Output all the data exactly. Pictures do not belong in the copy.

- Opening Delimiter -

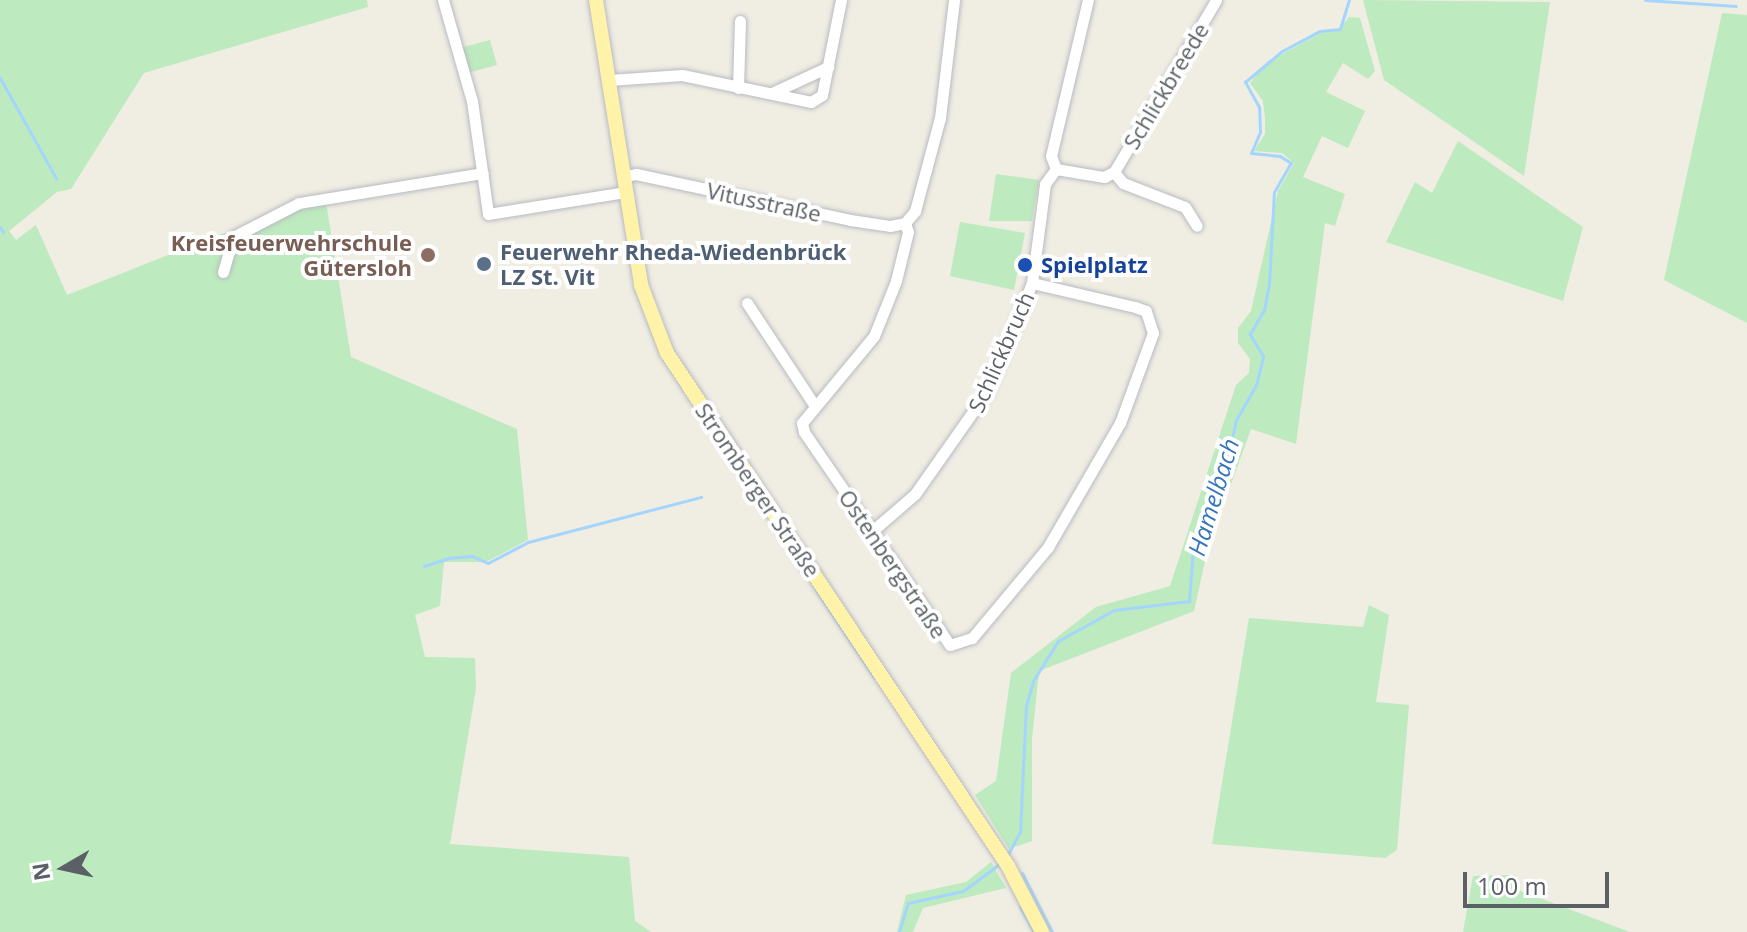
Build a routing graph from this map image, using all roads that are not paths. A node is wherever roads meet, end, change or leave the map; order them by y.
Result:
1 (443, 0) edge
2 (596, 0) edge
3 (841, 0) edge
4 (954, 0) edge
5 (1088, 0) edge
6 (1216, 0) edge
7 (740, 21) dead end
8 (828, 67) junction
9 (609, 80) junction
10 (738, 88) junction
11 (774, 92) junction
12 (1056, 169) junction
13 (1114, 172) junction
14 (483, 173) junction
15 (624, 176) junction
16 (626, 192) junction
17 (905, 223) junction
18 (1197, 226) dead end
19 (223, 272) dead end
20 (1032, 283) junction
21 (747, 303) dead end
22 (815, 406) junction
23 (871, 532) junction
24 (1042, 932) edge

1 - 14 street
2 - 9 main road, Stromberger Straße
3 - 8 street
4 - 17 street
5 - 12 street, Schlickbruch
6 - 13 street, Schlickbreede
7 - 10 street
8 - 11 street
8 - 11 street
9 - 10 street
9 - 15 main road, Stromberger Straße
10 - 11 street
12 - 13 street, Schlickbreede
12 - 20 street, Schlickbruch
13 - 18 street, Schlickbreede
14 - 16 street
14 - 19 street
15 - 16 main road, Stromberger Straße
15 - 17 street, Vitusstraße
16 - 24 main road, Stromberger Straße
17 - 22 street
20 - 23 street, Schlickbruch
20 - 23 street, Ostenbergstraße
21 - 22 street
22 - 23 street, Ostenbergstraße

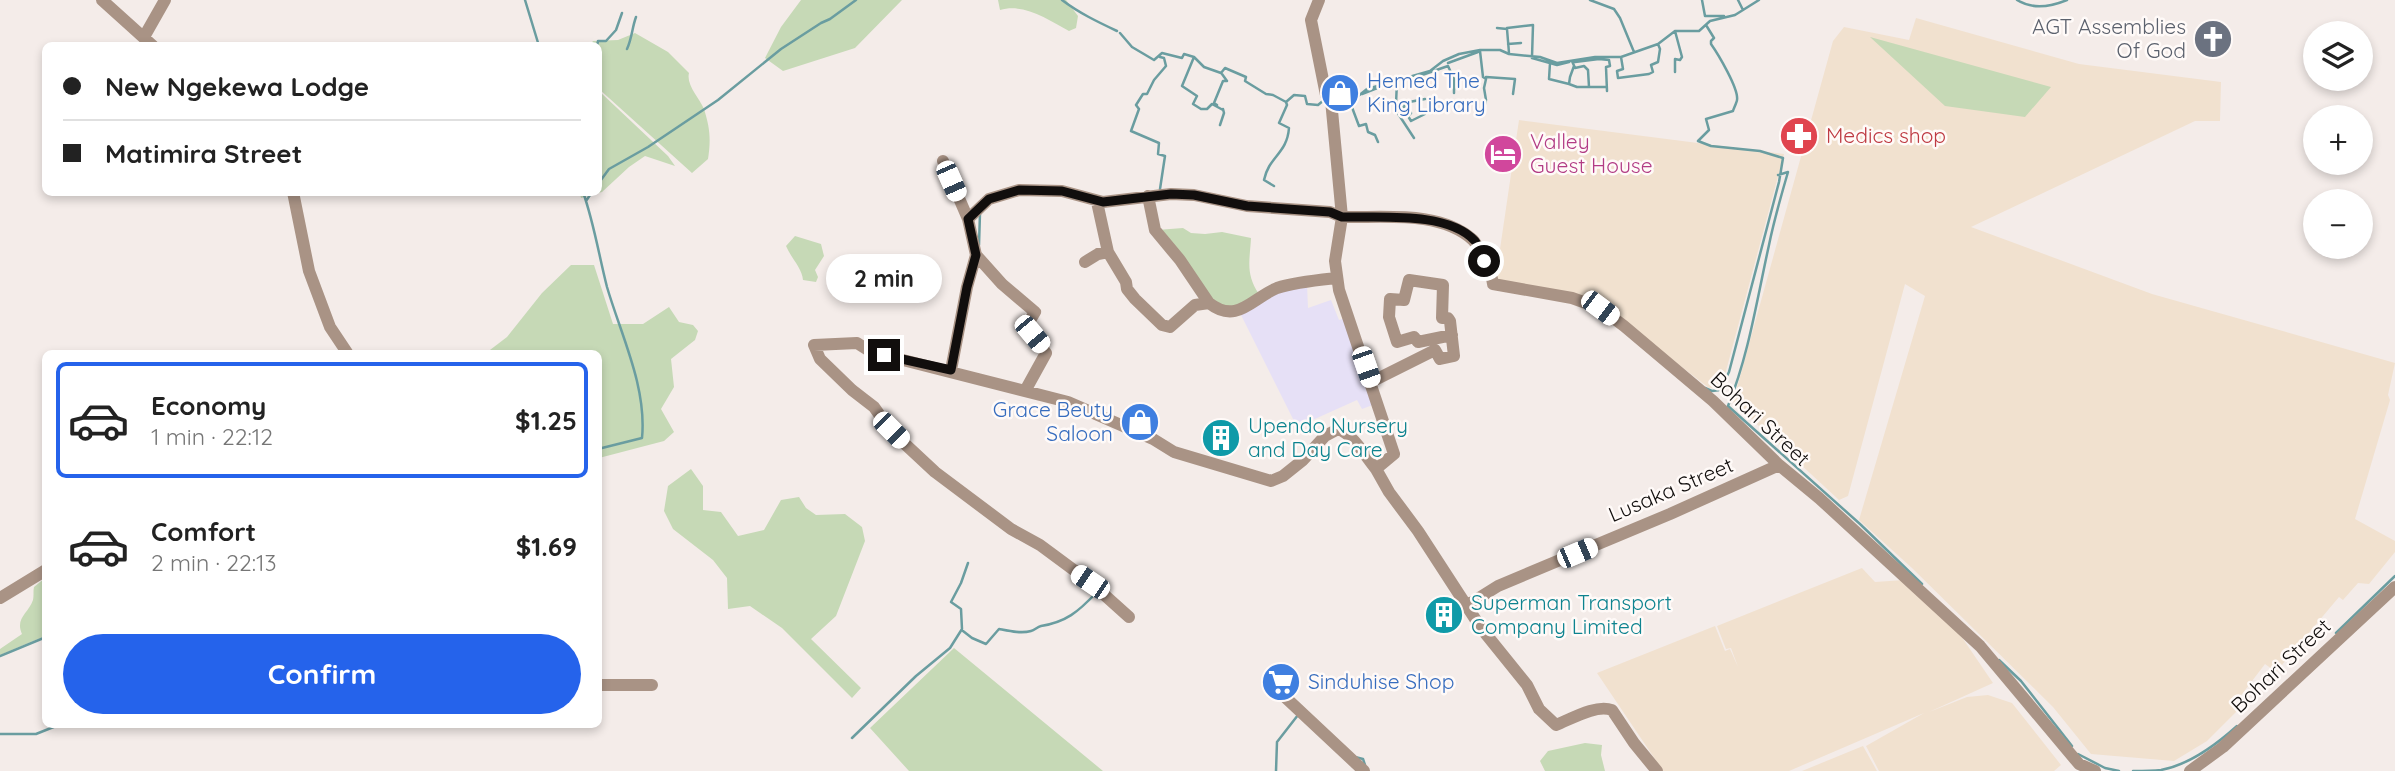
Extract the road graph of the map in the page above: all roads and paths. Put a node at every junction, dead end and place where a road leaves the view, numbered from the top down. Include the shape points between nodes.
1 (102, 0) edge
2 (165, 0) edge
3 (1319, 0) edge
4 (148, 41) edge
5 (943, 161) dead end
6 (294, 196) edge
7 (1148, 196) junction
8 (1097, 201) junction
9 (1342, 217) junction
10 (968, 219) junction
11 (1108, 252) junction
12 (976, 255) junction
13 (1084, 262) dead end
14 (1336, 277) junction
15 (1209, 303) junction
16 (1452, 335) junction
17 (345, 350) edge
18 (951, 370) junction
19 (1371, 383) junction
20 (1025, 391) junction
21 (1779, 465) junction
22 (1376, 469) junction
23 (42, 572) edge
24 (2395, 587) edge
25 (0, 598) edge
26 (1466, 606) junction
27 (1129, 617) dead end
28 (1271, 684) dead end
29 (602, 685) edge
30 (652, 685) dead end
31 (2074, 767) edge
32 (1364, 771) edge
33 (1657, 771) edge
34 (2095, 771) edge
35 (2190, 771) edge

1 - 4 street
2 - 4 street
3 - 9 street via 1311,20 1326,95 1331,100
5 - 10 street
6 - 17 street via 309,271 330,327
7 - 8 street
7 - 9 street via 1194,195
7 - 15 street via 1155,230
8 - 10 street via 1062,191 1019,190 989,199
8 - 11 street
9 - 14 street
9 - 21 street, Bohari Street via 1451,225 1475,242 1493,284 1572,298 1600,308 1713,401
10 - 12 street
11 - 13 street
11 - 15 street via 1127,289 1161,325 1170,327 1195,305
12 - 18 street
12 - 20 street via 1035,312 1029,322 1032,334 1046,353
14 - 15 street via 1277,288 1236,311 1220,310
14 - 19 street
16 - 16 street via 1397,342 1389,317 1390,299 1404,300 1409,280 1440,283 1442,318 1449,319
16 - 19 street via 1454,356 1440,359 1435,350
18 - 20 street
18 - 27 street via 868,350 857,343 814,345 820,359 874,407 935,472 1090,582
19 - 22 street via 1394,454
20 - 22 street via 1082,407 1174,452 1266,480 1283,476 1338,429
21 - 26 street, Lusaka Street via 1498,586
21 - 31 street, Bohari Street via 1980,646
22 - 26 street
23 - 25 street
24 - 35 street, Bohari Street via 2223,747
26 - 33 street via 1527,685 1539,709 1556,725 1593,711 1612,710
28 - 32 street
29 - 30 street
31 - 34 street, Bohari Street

- Closing Delimiter -

ANSWER TO THIS TASK:
Build a routing graph from this map image, using all roads that are not paths. A node is wherever roads meet, end, change or leave the map; order them by y.
Result:
1 (443, 0) edge
2 (596, 0) edge
3 (841, 0) edge
4 (954, 0) edge
5 (1088, 0) edge
6 (1216, 0) edge
7 (740, 21) dead end
8 (828, 67) junction
9 (609, 80) junction
10 (738, 88) junction
11 (774, 92) junction
12 (1056, 169) junction
13 (1114, 172) junction
14 (483, 173) junction
15 (624, 176) junction
16 (626, 192) junction
17 (905, 223) junction
18 (1197, 226) dead end
19 (223, 272) dead end
20 (1032, 283) junction
21 (747, 303) dead end
22 (815, 406) junction
23 (871, 532) junction
24 (1042, 932) edge

1 - 14 street
2 - 9 main road, Stromberger Straße
3 - 8 street
4 - 17 street
5 - 12 street, Schlickbruch
6 - 13 street, Schlickbreede
7 - 10 street
8 - 11 street
8 - 11 street
9 - 10 street
9 - 15 main road, Stromberger Straße
10 - 11 street
12 - 13 street, Schlickbreede
12 - 20 street, Schlickbruch
13 - 18 street, Schlickbreede
14 - 16 street
14 - 19 street
15 - 16 main road, Stromberger Straße
15 - 17 street, Vitusstraße
16 - 24 main road, Stromberger Straße
17 - 22 street
20 - 23 street, Schlickbruch
20 - 23 street, Ostenbergstraße
21 - 22 street
22 - 23 street, Ostenbergstraße

Extract the road graph of the map in the page above: all roads and paths. Put a node at every junction, dead end and place where a road leaves the view, numbered from the top down. Include the shape points between nodes.
1 (102, 0) edge
2 (165, 0) edge
3 (1319, 0) edge
4 (148, 41) edge
5 (943, 161) dead end
6 (294, 196) edge
7 (1148, 196) junction
8 (1097, 201) junction
9 (1342, 217) junction
10 (968, 219) junction
11 (1108, 252) junction
12 (976, 255) junction
13 (1084, 262) dead end
14 (1336, 277) junction
15 (1209, 303) junction
16 (1452, 335) junction
17 (345, 350) edge
18 (951, 370) junction
19 (1371, 383) junction
20 (1025, 391) junction
21 (1779, 465) junction
22 (1376, 469) junction
23 (42, 572) edge
24 (2395, 587) edge
25 (0, 598) edge
26 (1466, 606) junction
27 (1129, 617) dead end
28 (1271, 684) dead end
29 (602, 685) edge
30 (652, 685) dead end
31 (2074, 767) edge
32 (1364, 771) edge
33 (1657, 771) edge
34 (2095, 771) edge
35 (2190, 771) edge

1 - 4 street
2 - 4 street
3 - 9 street via 1311,20 1326,95 1331,100
5 - 10 street
6 - 17 street via 309,271 330,327
7 - 8 street
7 - 9 street via 1194,195
7 - 15 street via 1155,230
8 - 10 street via 1062,191 1019,190 989,199
8 - 11 street
9 - 14 street
9 - 21 street, Bohari Street via 1451,225 1475,242 1493,284 1572,298 1600,308 1713,401
10 - 12 street
11 - 13 street
11 - 15 street via 1127,289 1161,325 1170,327 1195,305
12 - 18 street
12 - 20 street via 1035,312 1029,322 1032,334 1046,353
14 - 15 street via 1277,288 1236,311 1220,310
14 - 19 street
16 - 16 street via 1397,342 1389,317 1390,299 1404,300 1409,280 1440,283 1442,318 1449,319
16 - 19 street via 1454,356 1440,359 1435,350
18 - 20 street
18 - 27 street via 868,350 857,343 814,345 820,359 874,407 935,472 1090,582
19 - 22 street via 1394,454
20 - 22 street via 1082,407 1174,452 1266,480 1283,476 1338,429
21 - 26 street, Lusaka Street via 1498,586
21 - 31 street, Bohari Street via 1980,646
22 - 26 street
23 - 25 street
24 - 35 street, Bohari Street via 2223,747
26 - 33 street via 1527,685 1539,709 1556,725 1593,711 1612,710
28 - 32 street
29 - 30 street
31 - 34 street, Bohari Street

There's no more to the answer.